Le discours d’Emmanuel Macron annonçant subitement le 12 juillet 2021 la mise en place d’un pass sanitaire, obligation vaccinale déguisée, a engendré dès le 17 juillet une mobilisation inédite en cette période de l’année. Non encadrées par les syndicats en vacances, non soutenues par la quasi intégralité des formations politiques représentées à l’Assemblée Nationale, ces manifestations anti-pass sanitaire agrègent depuis lors chaque week-end des centaines de milliers de manifestants à Paris et surtout en province.
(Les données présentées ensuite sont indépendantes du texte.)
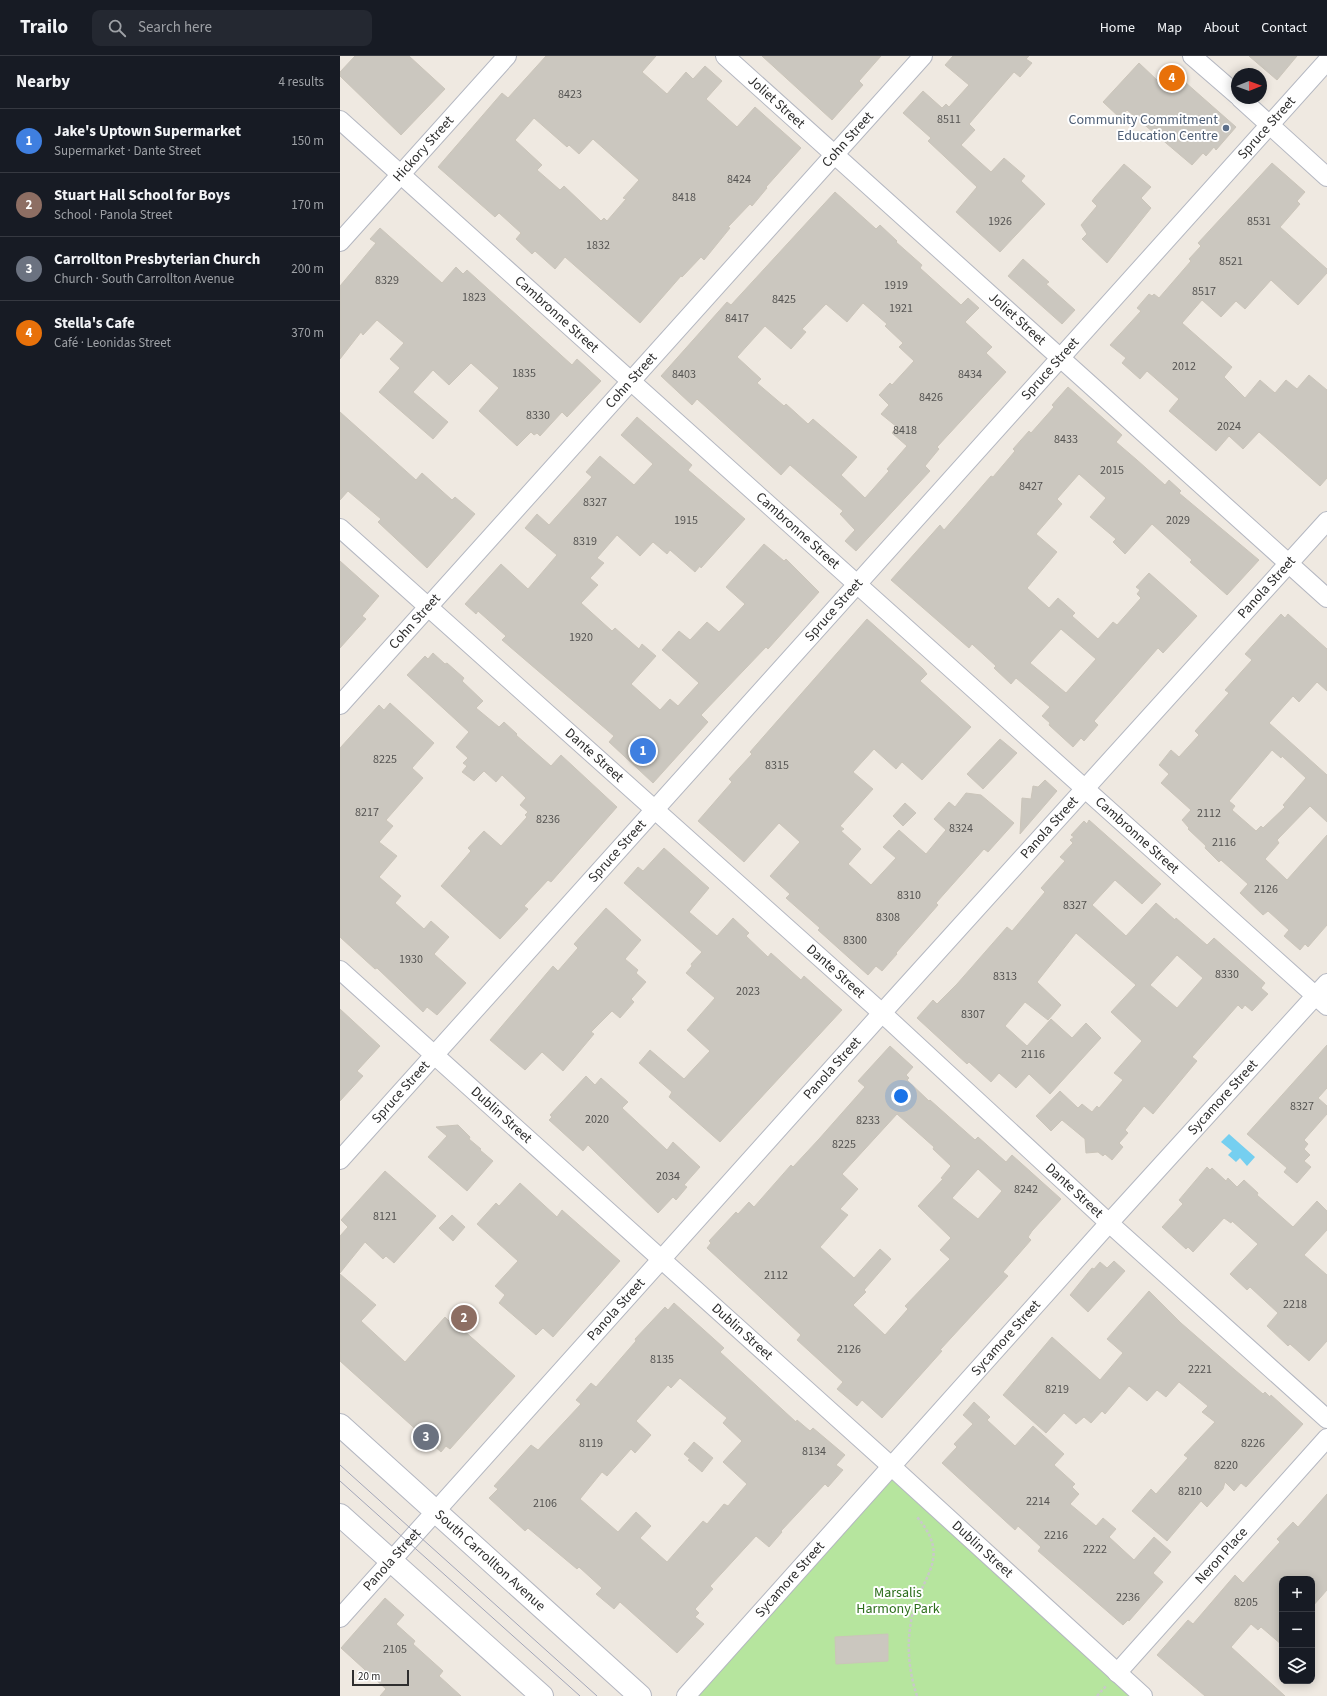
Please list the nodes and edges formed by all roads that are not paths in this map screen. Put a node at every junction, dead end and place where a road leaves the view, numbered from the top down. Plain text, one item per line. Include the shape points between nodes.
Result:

Le gouvernement minimise comme à son habitude leur nombre à travers des comptages délibérément sous-estimés par les préfectures, en particulier à Paris. Le traitement médiatique de ce mouvement anti pass sanitaire tourne essentiellement autour des épiphénomènes de violence et de la présence de quelques pancartes politiquement incorrectes, voire offensantes, brandies dans les cortèges. Systématiquement associés depuis ses débuts à un mouvement d’anti-vax, les manifestants sont réduits par la classe médiatico-politique à « des égoïstes », « des incultes », « des nihilistes » quand on ne tombe pas carrément dans l’insulte : « connards », «gros loosers » ou « cloportes ». Ces analyses outrancières et réductrices ne correspondent pas vraiment au calme, à la mesure, au bon sens et aux simples volontés de respect du secret médical et de liberté vaccinale des manifestants.
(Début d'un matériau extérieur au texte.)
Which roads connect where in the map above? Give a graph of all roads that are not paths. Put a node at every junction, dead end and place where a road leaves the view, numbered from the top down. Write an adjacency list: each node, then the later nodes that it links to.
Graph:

Déplorant le fait de ne disposer pour l’instant du moindre chiffre sur les manifestants à l’exception des enquêtes de l’IFOP sur le soutien aux manifestations [1], une consultation citoyenne a été organisée les samedi 7 et 14 août dans les cortèges de Rouen et de Montpellier [2]. Des données quantitatives auprès de 349 manifestants y ont été collectées ainsi que des interviews qualitatives. Et l’analyse des résultats montre clairement que les français mobilisés contre le pass sanitaire sont issus d’horizons divers mais ont tendance à être plus actifs, plus instruits, mieux informés et plus politisés que la moyenne. La comparaison avec les gilets jaunes étant fréquemment proposée, on montrera que si une certaine congruence demeure, ce mouvement social inédit est plus centralisé dans les préfectures de département et plus « sudiste » que les gilets jaunes.
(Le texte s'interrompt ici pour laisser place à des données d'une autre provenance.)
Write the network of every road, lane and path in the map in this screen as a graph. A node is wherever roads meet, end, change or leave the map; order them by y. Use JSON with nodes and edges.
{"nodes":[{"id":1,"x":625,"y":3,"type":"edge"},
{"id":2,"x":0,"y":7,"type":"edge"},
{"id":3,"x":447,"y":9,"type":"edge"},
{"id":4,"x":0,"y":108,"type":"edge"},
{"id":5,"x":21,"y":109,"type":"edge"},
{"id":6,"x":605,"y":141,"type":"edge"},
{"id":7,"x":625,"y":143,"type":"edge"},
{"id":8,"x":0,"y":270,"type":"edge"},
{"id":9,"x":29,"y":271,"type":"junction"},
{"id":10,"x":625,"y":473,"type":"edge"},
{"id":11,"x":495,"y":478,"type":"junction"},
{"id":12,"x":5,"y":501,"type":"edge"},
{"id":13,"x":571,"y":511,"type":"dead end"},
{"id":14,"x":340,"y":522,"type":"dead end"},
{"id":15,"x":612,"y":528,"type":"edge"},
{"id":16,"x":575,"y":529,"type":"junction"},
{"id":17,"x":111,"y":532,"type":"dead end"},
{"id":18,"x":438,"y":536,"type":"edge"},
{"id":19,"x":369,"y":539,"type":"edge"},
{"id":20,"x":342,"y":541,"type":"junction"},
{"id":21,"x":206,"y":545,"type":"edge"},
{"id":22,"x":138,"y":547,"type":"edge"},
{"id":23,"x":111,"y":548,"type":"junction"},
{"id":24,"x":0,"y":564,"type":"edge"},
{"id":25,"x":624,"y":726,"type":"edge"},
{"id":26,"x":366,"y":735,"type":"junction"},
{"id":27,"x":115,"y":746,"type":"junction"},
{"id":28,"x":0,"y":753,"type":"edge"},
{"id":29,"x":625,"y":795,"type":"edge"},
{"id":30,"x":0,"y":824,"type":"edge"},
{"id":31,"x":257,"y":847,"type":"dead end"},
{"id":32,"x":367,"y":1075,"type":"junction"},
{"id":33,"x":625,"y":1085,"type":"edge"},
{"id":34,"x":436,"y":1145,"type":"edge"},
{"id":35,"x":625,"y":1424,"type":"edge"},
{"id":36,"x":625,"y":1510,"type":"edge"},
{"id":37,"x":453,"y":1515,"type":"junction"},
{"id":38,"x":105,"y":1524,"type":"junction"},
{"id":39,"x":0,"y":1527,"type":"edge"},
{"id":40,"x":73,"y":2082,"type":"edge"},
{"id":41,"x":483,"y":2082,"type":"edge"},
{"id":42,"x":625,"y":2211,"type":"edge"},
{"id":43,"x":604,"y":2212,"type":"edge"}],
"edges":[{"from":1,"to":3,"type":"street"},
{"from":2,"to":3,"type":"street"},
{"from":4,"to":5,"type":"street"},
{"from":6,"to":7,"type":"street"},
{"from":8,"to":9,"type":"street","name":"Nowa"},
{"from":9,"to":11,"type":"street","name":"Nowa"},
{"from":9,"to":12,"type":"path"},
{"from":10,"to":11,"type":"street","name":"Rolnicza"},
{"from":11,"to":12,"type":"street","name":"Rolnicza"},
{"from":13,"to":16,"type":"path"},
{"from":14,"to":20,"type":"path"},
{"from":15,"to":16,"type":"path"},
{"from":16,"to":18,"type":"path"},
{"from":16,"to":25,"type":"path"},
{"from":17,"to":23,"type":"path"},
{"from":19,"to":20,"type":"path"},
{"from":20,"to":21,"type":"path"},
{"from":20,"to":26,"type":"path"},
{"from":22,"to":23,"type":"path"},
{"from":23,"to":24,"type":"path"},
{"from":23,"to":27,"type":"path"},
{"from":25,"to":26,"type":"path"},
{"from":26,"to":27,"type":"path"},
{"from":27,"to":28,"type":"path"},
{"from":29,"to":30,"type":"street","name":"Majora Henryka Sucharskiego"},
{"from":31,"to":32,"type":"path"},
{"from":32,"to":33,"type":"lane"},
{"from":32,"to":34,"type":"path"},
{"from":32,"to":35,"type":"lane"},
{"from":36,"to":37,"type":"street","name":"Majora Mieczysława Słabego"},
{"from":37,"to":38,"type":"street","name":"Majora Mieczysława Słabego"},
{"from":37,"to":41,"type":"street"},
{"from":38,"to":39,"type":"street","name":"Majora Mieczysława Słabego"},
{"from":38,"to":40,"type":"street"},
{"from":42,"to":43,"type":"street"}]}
L’amalgame est systématiquement fait entre sécurité sanitaire et protection de la population, liant forcément les anti-pass à des individus ne se préoccupant pas du groupe, du commun. Cette stratégie entraîne instinctivement une décrédibilisation des manifestants par la doxa médiatico-politique, les assimilant à des non-vaccinés. Or l’enquête montre que 21% des manifestants sont vaccinés ou en cours de vaccination tel David, 56 ans, ne doutant non pas de leur efficacité mais des enjeux qu’il sous-tend : « Moi je ne suis pas anti-vax ! Je suis anti-pass ! Je suis vacciné aujourd’hui mais pour moi la santé n’est pas la question de ce vaccin, il n’y a aucune bienveillance dans l’imposition. J’ai plein de jeunes de mon entourage qui se font vacciner parce qu’ils ont des enfants, ils ne peuvent pas se permettre de perdre leur job, mais ce n’est pas un choix, c’est un couteau sous la gorge. On n’a pas le temps ou le droit de réfléchir. Et puis le pass sanitaire c’est un modèle de ségrégation et de division de la population. Macron fait faire le sale travail aux employeurs, qui n’ont pas envie de faire ce contrôle. »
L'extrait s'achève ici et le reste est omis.